Stored data:

>>>>>

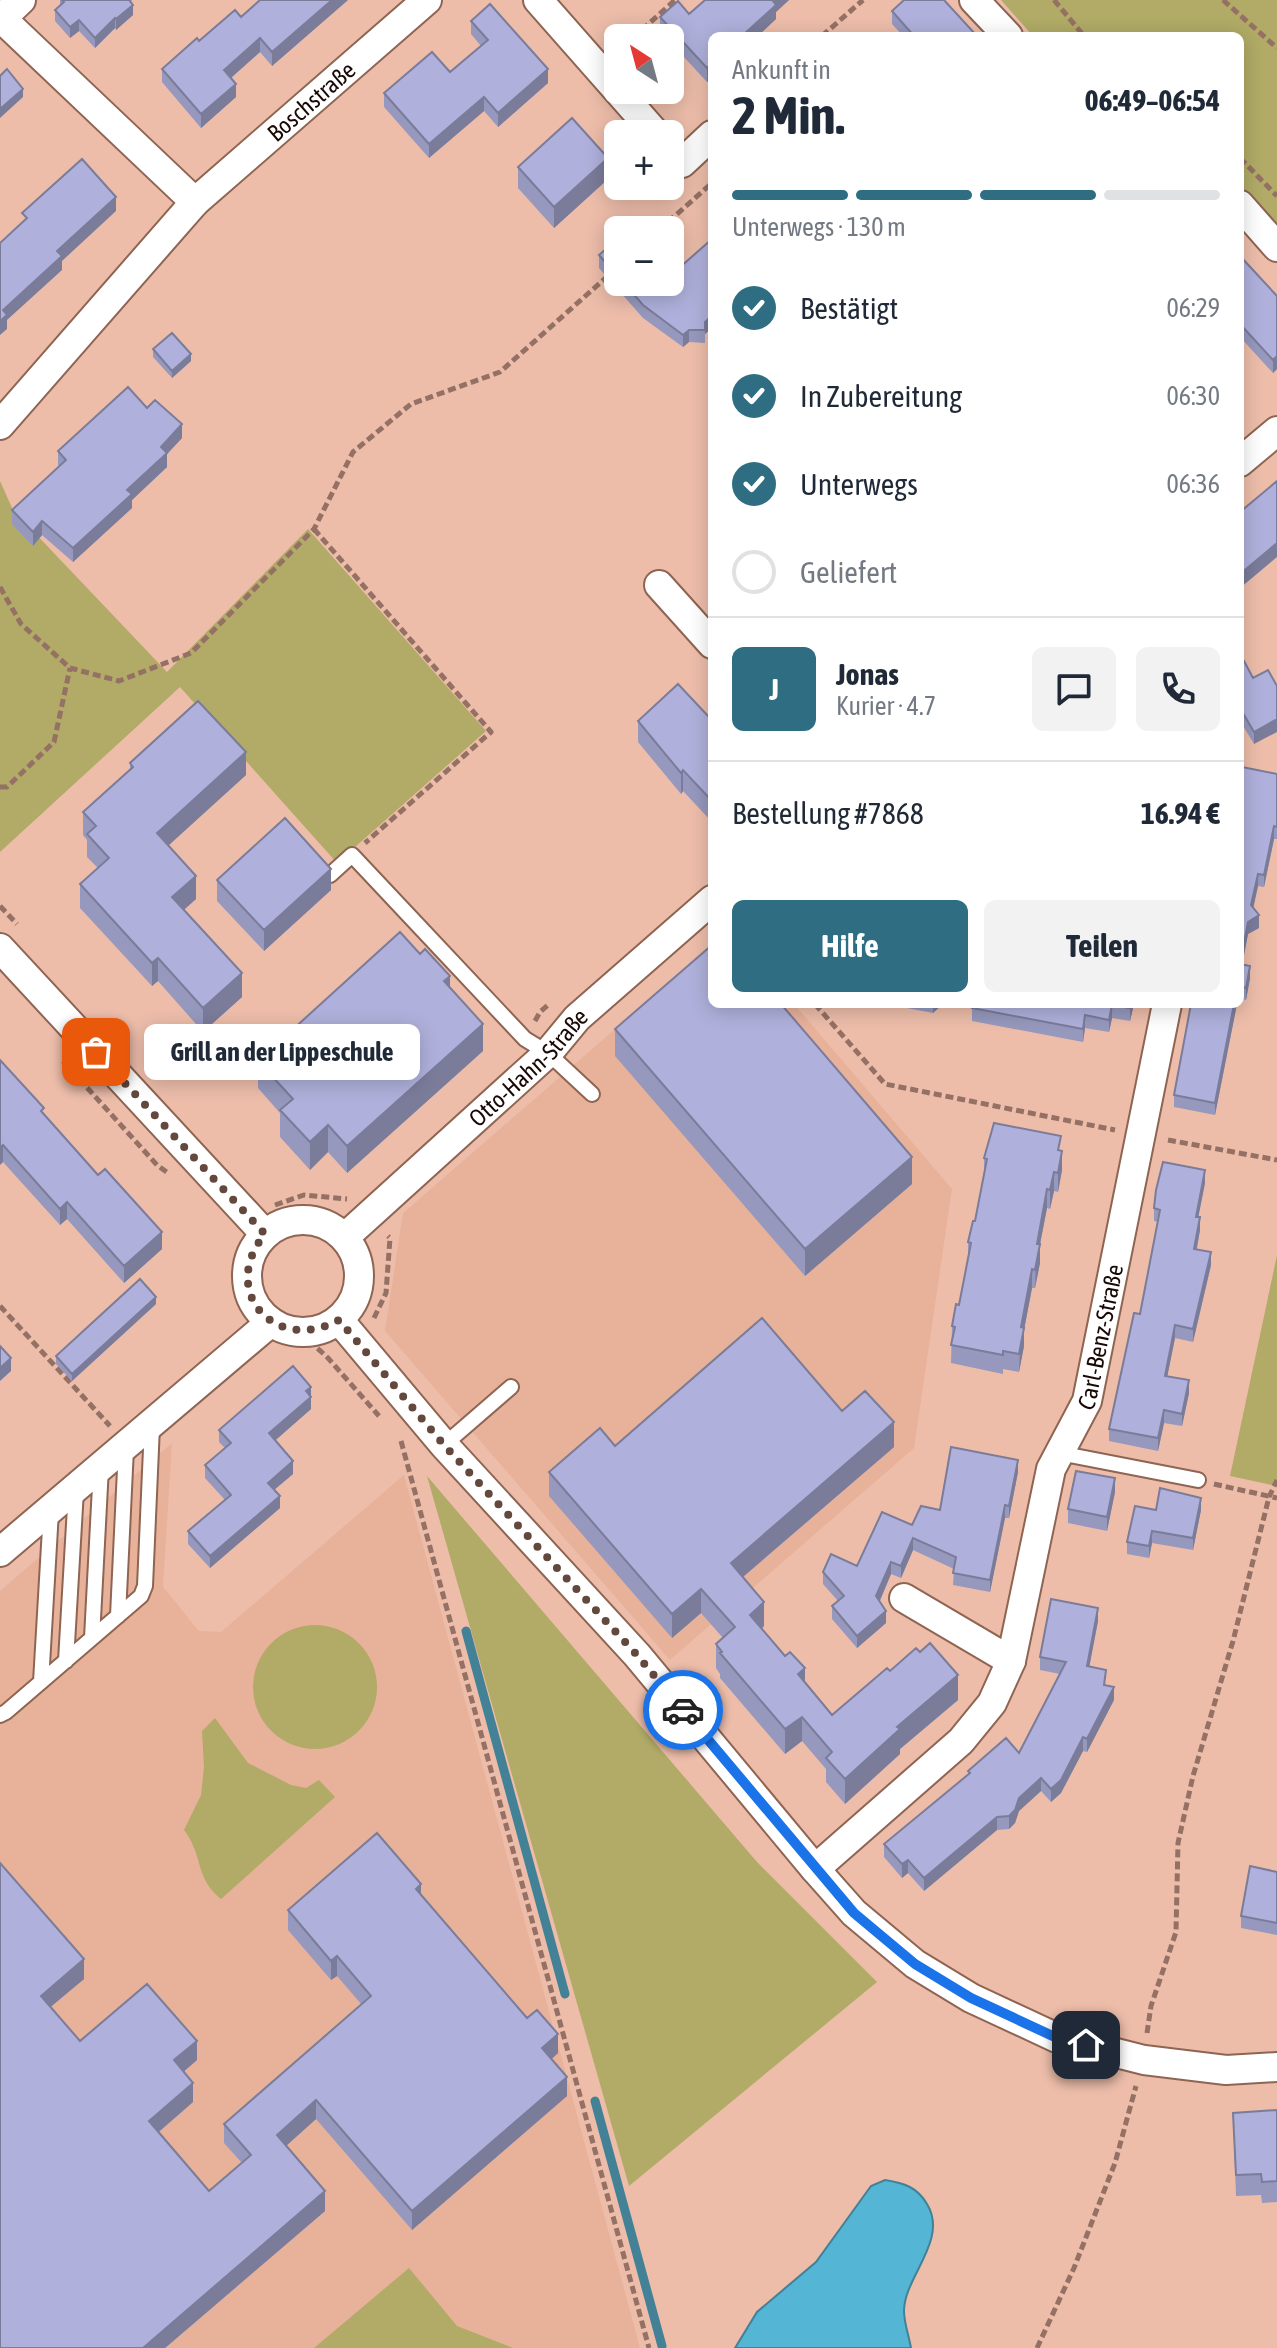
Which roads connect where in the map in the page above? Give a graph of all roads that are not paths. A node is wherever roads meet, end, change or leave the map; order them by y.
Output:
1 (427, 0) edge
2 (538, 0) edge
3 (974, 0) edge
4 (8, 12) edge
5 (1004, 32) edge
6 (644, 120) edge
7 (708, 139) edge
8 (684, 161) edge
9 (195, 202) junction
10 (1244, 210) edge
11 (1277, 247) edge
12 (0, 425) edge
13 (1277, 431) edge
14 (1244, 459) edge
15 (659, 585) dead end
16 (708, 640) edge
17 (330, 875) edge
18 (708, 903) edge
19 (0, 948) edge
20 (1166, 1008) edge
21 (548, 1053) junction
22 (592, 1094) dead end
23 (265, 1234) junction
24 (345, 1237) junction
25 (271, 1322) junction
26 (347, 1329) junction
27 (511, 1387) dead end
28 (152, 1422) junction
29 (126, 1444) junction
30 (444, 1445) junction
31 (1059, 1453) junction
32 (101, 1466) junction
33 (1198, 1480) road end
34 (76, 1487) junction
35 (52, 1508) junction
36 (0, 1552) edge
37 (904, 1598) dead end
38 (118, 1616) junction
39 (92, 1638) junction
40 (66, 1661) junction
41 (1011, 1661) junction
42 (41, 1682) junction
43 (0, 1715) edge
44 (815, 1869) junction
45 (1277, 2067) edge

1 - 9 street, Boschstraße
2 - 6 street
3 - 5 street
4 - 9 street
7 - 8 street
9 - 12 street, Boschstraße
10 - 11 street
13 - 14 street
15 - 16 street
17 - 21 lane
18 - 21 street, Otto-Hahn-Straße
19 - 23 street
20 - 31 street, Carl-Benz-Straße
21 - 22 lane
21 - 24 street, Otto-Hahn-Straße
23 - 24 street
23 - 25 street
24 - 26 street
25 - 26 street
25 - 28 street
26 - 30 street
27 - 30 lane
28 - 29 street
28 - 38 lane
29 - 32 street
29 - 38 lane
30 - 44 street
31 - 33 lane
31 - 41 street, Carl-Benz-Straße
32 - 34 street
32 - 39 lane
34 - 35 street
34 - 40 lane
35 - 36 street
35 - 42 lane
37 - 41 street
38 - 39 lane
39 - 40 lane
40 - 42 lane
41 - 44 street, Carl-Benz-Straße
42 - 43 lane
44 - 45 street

<<<<<
>>>>>

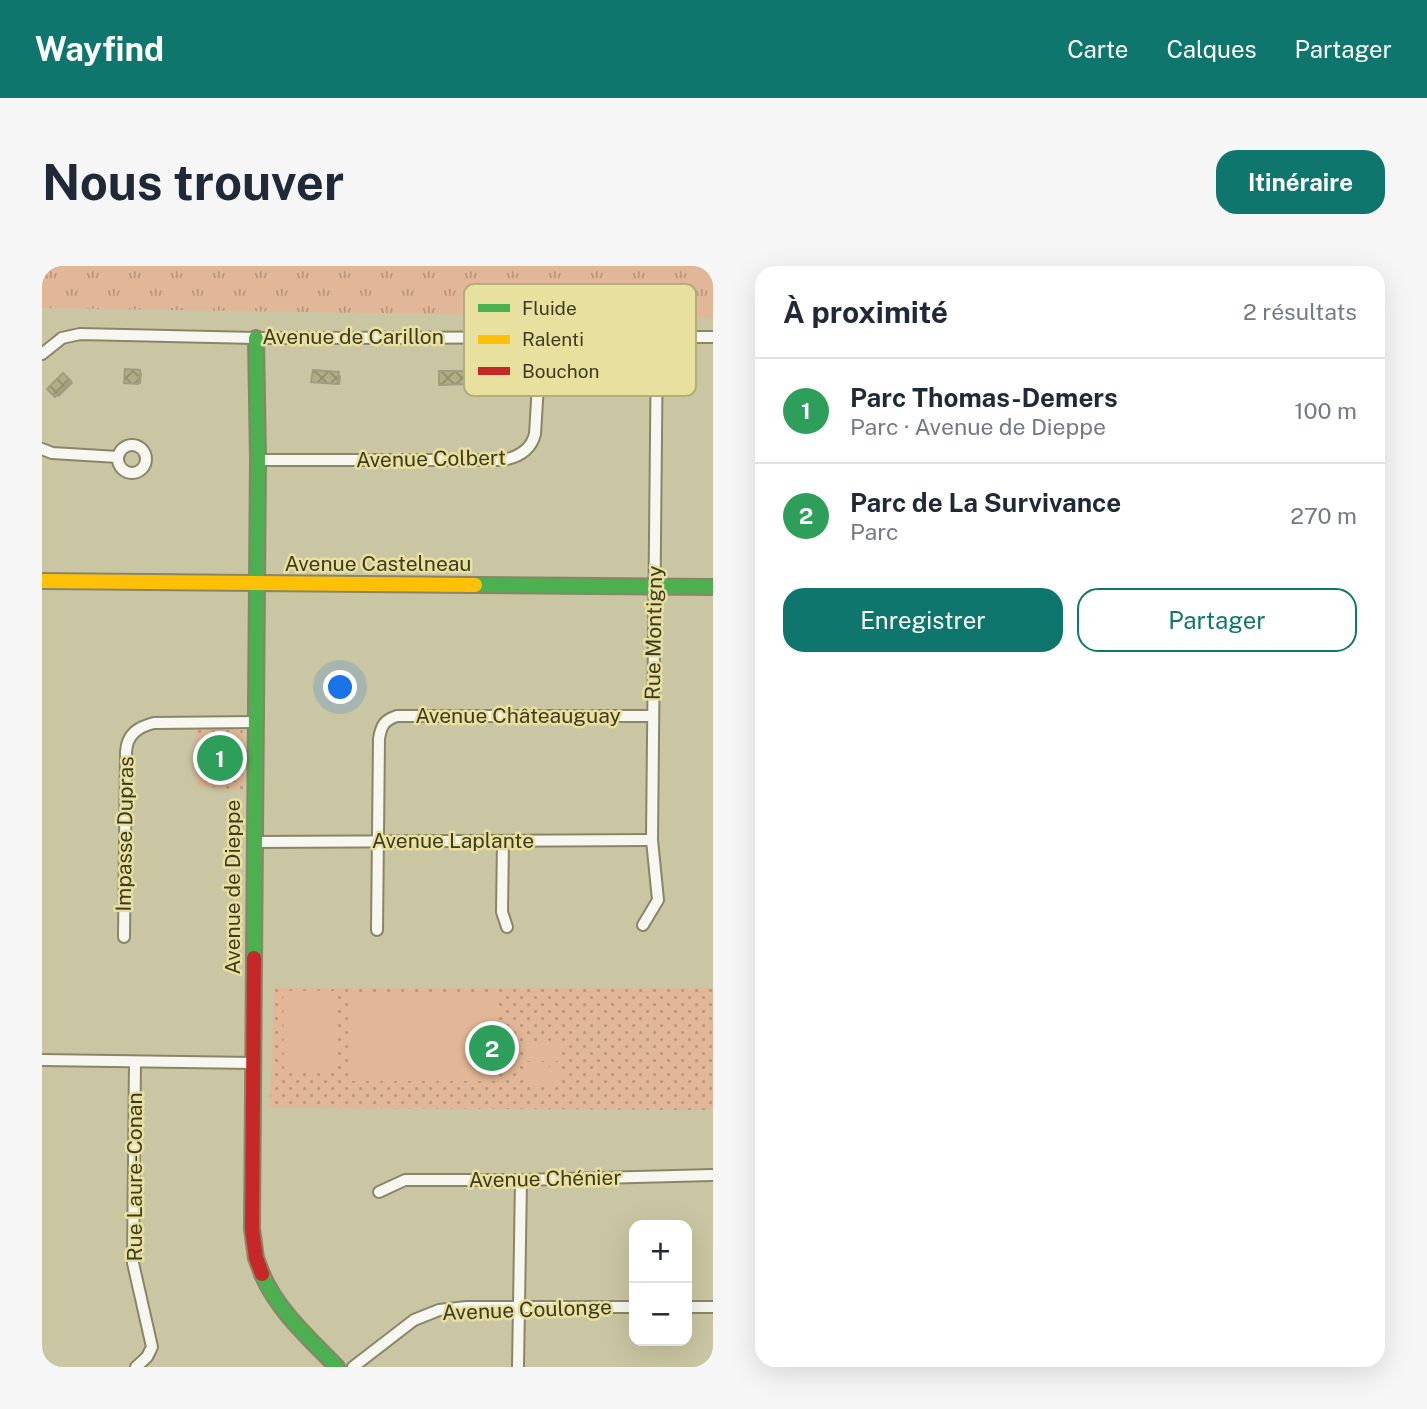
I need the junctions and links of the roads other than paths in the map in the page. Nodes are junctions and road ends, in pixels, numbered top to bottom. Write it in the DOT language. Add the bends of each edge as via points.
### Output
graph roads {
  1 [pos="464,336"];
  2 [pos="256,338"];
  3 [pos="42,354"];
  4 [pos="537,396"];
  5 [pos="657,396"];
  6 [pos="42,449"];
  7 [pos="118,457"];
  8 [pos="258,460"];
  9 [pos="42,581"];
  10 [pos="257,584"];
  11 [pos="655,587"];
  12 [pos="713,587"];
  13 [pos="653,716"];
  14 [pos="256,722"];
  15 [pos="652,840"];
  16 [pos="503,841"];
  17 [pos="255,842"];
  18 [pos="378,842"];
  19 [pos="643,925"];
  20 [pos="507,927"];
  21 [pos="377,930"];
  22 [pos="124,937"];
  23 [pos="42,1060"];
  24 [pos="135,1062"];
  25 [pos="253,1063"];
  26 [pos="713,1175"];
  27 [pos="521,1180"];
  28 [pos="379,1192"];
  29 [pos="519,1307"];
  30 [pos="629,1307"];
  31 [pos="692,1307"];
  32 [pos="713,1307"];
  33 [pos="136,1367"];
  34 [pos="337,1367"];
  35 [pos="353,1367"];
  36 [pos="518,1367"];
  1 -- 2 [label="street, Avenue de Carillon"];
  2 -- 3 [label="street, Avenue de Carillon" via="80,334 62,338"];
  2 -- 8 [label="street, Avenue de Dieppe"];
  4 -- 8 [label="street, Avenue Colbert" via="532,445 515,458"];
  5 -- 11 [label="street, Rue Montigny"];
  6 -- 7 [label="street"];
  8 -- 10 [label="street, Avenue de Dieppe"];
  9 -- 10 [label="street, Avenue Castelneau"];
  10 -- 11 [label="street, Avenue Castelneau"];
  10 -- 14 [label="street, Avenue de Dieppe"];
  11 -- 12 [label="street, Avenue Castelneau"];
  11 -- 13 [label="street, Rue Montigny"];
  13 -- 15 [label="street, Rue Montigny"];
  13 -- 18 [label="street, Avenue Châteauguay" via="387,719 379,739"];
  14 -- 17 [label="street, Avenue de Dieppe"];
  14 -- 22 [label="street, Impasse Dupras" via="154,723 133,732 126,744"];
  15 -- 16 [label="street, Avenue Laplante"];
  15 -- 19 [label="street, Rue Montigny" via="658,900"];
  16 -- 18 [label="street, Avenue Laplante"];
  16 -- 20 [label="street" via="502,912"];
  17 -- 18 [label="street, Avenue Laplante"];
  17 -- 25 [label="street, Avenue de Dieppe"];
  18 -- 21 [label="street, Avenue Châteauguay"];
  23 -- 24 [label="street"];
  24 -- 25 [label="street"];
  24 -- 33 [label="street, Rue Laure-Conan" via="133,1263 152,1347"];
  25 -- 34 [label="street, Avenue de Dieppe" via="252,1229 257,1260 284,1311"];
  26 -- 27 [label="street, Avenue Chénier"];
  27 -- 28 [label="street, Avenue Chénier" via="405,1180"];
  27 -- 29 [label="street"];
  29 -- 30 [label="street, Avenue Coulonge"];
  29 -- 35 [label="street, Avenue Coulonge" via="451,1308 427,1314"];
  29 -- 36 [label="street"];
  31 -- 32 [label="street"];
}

<<<<<

## What is being asked
Say how many lines in the records above hold "Châteauguay", and give no other text.

## Solution for this exercise
2